**What the task requires**
Can you transcribe every entry word for word, skipping the images?

**Task data**

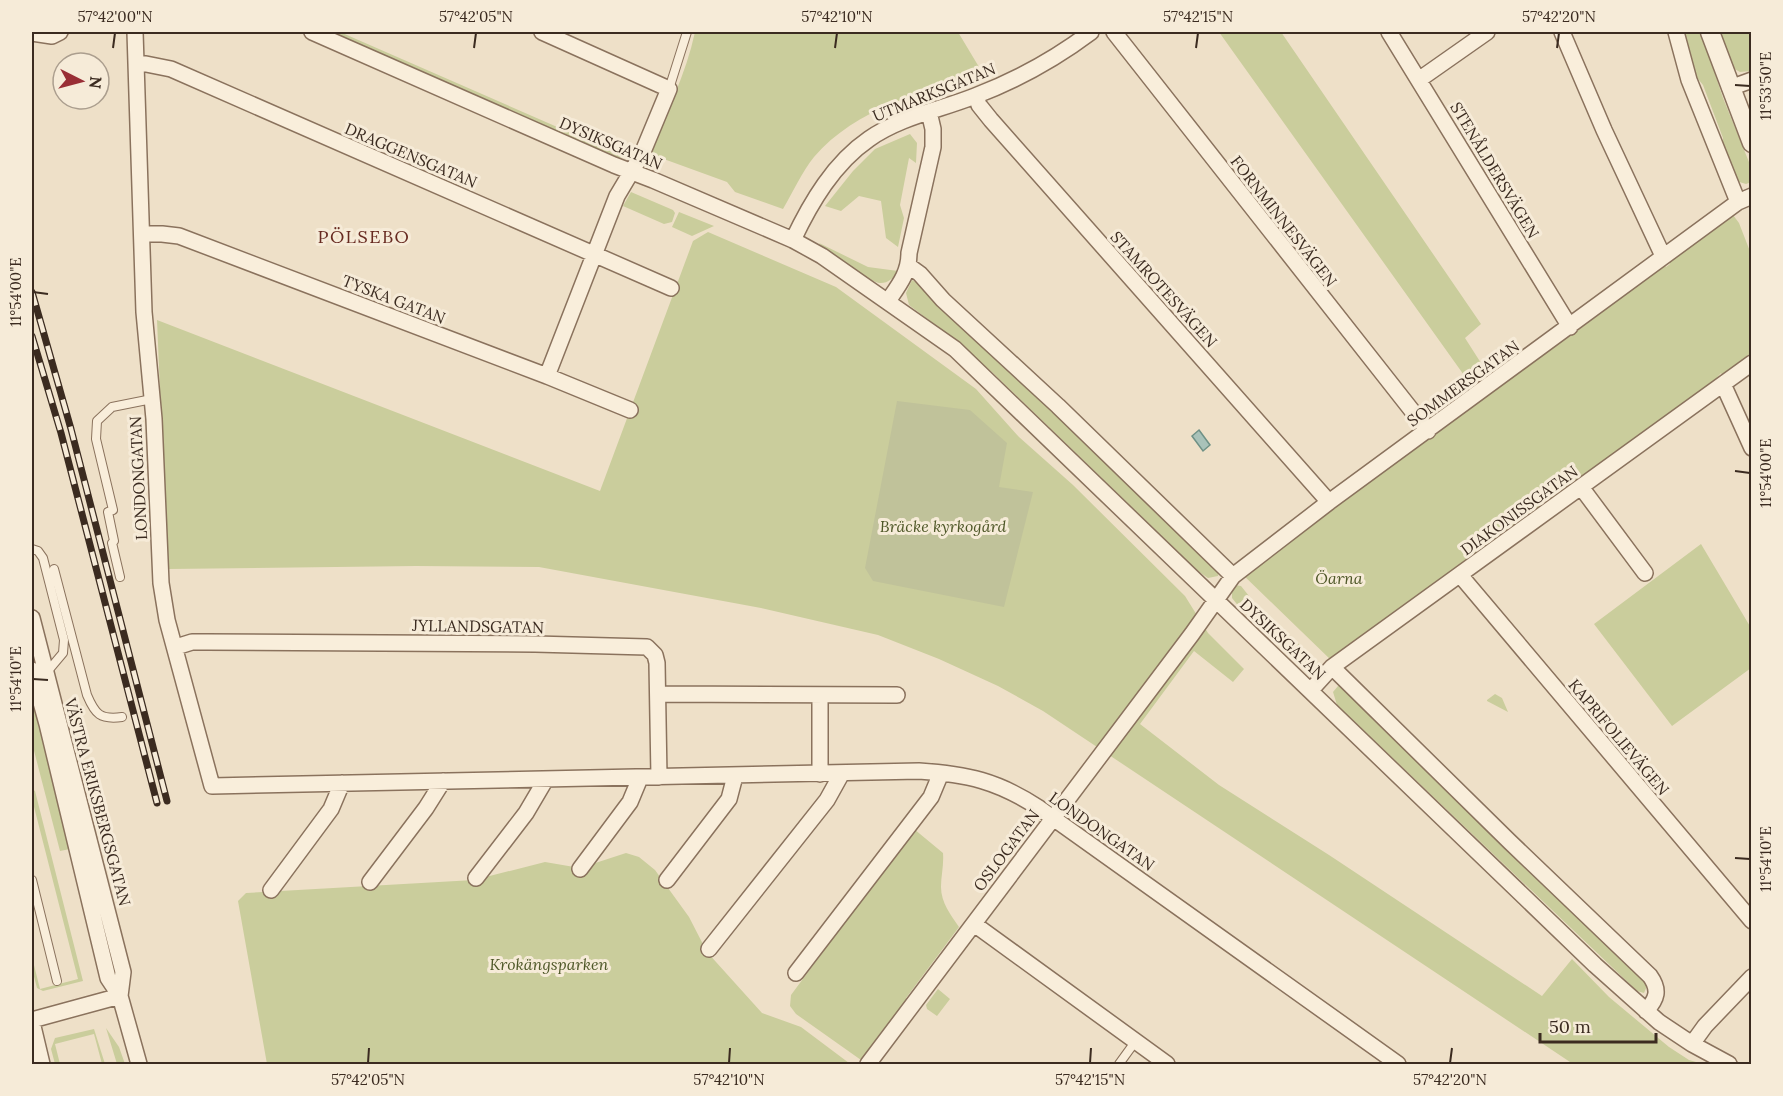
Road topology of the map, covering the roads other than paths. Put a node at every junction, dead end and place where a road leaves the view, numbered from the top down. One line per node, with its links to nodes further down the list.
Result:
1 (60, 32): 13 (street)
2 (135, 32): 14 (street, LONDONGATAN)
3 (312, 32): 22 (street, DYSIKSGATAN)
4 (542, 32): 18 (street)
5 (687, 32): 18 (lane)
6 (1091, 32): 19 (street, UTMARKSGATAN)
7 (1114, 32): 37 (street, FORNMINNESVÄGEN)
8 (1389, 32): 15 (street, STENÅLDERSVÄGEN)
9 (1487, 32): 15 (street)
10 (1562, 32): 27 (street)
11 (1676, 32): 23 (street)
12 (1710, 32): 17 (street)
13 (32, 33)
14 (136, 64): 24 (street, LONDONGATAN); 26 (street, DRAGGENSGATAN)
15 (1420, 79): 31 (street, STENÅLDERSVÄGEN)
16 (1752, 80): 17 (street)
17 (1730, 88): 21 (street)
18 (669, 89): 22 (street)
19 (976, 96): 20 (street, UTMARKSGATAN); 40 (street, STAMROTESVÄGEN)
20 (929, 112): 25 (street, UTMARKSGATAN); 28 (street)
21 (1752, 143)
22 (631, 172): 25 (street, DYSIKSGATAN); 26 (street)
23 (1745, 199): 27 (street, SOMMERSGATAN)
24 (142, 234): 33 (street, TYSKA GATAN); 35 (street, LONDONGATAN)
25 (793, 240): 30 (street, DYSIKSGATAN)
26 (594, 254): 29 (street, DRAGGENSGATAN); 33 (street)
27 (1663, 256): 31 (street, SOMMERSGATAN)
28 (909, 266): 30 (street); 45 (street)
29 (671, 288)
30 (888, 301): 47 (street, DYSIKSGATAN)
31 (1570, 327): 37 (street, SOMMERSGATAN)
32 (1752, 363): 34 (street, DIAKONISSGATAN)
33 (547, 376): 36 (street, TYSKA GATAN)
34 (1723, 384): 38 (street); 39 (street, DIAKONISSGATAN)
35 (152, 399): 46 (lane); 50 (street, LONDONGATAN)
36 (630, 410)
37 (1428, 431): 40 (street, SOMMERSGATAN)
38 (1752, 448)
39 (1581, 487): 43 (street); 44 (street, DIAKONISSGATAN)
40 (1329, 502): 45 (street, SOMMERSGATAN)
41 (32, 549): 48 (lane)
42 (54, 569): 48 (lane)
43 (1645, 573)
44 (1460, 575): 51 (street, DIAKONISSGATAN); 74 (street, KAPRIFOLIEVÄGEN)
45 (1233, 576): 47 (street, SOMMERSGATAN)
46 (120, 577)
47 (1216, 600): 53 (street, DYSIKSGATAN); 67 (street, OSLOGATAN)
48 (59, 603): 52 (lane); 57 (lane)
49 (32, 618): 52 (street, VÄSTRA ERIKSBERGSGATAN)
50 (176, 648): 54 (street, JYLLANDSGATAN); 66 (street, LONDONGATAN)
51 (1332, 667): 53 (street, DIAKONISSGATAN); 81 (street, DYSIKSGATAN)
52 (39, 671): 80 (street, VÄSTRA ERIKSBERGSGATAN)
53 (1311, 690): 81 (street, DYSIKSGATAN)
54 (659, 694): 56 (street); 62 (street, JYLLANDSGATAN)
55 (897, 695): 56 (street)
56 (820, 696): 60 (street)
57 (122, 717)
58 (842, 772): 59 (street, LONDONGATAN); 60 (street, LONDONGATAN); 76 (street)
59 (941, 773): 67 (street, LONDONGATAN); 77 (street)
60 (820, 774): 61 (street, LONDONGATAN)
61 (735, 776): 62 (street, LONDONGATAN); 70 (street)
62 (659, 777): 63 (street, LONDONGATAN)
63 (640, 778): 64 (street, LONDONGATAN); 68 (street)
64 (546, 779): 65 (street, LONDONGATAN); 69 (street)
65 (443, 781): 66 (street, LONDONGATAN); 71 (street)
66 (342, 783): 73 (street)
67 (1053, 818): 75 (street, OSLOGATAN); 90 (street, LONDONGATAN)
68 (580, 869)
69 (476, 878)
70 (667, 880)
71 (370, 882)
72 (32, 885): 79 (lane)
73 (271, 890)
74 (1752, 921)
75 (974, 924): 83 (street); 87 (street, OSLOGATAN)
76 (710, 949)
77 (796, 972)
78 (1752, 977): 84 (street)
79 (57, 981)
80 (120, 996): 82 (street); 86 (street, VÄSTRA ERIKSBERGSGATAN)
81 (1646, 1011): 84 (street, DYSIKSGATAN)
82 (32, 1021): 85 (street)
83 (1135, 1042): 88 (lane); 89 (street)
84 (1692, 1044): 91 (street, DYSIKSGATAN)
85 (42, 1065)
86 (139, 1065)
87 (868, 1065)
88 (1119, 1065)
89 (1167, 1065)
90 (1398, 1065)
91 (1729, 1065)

**Result for this exercise**
Road topology of the map, covering the roads other than paths. Put a node at every junction, dead end and place where a road leaves the view, numbered from the top down. One line per node, with its links to nodes further down the list.
Result:
1 (60, 32): 13 (street)
2 (135, 32): 14 (street, LONDONGATAN)
3 (312, 32): 22 (street, DYSIKSGATAN)
4 (542, 32): 18 (street)
5 (687, 32): 18 (lane)
6 (1091, 32): 19 (street, UTMARKSGATAN)
7 (1114, 32): 37 (street, FORNMINNESVÄGEN)
8 (1389, 32): 15 (street, STENÅLDERSVÄGEN)
9 (1487, 32): 15 (street)
10 (1562, 32): 27 (street)
11 (1676, 32): 23 (street)
12 (1710, 32): 17 (street)
13 (32, 33)
14 (136, 64): 24 (street, LONDONGATAN); 26 (street, DRAGGENSGATAN)
15 (1420, 79): 31 (street, STENÅLDERSVÄGEN)
16 (1752, 80): 17 (street)
17 (1730, 88): 21 (street)
18 (669, 89): 22 (street)
19 (976, 96): 20 (street, UTMARKSGATAN); 40 (street, STAMROTESVÄGEN)
20 (929, 112): 25 (street, UTMARKSGATAN); 28 (street)
21 (1752, 143)
22 (631, 172): 25 (street, DYSIKSGATAN); 26 (street)
23 (1745, 199): 27 (street, SOMMERSGATAN)
24 (142, 234): 33 (street, TYSKA GATAN); 35 (street, LONDONGATAN)
25 (793, 240): 30 (street, DYSIKSGATAN)
26 (594, 254): 29 (street, DRAGGENSGATAN); 33 (street)
27 (1663, 256): 31 (street, SOMMERSGATAN)
28 (909, 266): 30 (street); 45 (street)
29 (671, 288)
30 (888, 301): 47 (street, DYSIKSGATAN)
31 (1570, 327): 37 (street, SOMMERSGATAN)
32 (1752, 363): 34 (street, DIAKONISSGATAN)
33 (547, 376): 36 (street, TYSKA GATAN)
34 (1723, 384): 38 (street); 39 (street, DIAKONISSGATAN)
35 (152, 399): 46 (lane); 50 (street, LONDONGATAN)
36 (630, 410)
37 (1428, 431): 40 (street, SOMMERSGATAN)
38 (1752, 448)
39 (1581, 487): 43 (street); 44 (street, DIAKONISSGATAN)
40 (1329, 502): 45 (street, SOMMERSGATAN)
41 (32, 549): 48 (lane)
42 (54, 569): 48 (lane)
43 (1645, 573)
44 (1460, 575): 51 (street, DIAKONISSGATAN); 74 (street, KAPRIFOLIEVÄGEN)
45 (1233, 576): 47 (street, SOMMERSGATAN)
46 (120, 577)
47 (1216, 600): 53 (street, DYSIKSGATAN); 67 (street, OSLOGATAN)
48 (59, 603): 52 (lane); 57 (lane)
49 (32, 618): 52 (street, VÄSTRA ERIKSBERGSGATAN)
50 (176, 648): 54 (street, JYLLANDSGATAN); 66 (street, LONDONGATAN)
51 (1332, 667): 53 (street, DIAKONISSGATAN); 81 (street, DYSIKSGATAN)
52 (39, 671): 80 (street, VÄSTRA ERIKSBERGSGATAN)
53 (1311, 690): 81 (street, DYSIKSGATAN)
54 (659, 694): 56 (street); 62 (street, JYLLANDSGATAN)
55 (897, 695): 56 (street)
56 (820, 696): 60 (street)
57 (122, 717)
58 (842, 772): 59 (street, LONDONGATAN); 60 (street, LONDONGATAN); 76 (street)
59 (941, 773): 67 (street, LONDONGATAN); 77 (street)
60 (820, 774): 61 (street, LONDONGATAN)
61 (735, 776): 62 (street, LONDONGATAN); 70 (street)
62 (659, 777): 63 (street, LONDONGATAN)
63 (640, 778): 64 (street, LONDONGATAN); 68 (street)
64 (546, 779): 65 (street, LONDONGATAN); 69 (street)
65 (443, 781): 66 (street, LONDONGATAN); 71 (street)
66 (342, 783): 73 (street)
67 (1053, 818): 75 (street, OSLOGATAN); 90 (street, LONDONGATAN)
68 (580, 869)
69 (476, 878)
70 (667, 880)
71 (370, 882)
72 (32, 885): 79 (lane)
73 (271, 890)
74 (1752, 921)
75 (974, 924): 83 (street); 87 (street, OSLOGATAN)
76 (710, 949)
77 (796, 972)
78 (1752, 977): 84 (street)
79 (57, 981)
80 (120, 996): 82 (street); 86 (street, VÄSTRA ERIKSBERGSGATAN)
81 (1646, 1011): 84 (street, DYSIKSGATAN)
82 (32, 1021): 85 (street)
83 (1135, 1042): 88 (lane); 89 (street)
84 (1692, 1044): 91 (street, DYSIKSGATAN)
85 (42, 1065)
86 (139, 1065)
87 (868, 1065)
88 (1119, 1065)
89 (1167, 1065)
90 (1398, 1065)
91 (1729, 1065)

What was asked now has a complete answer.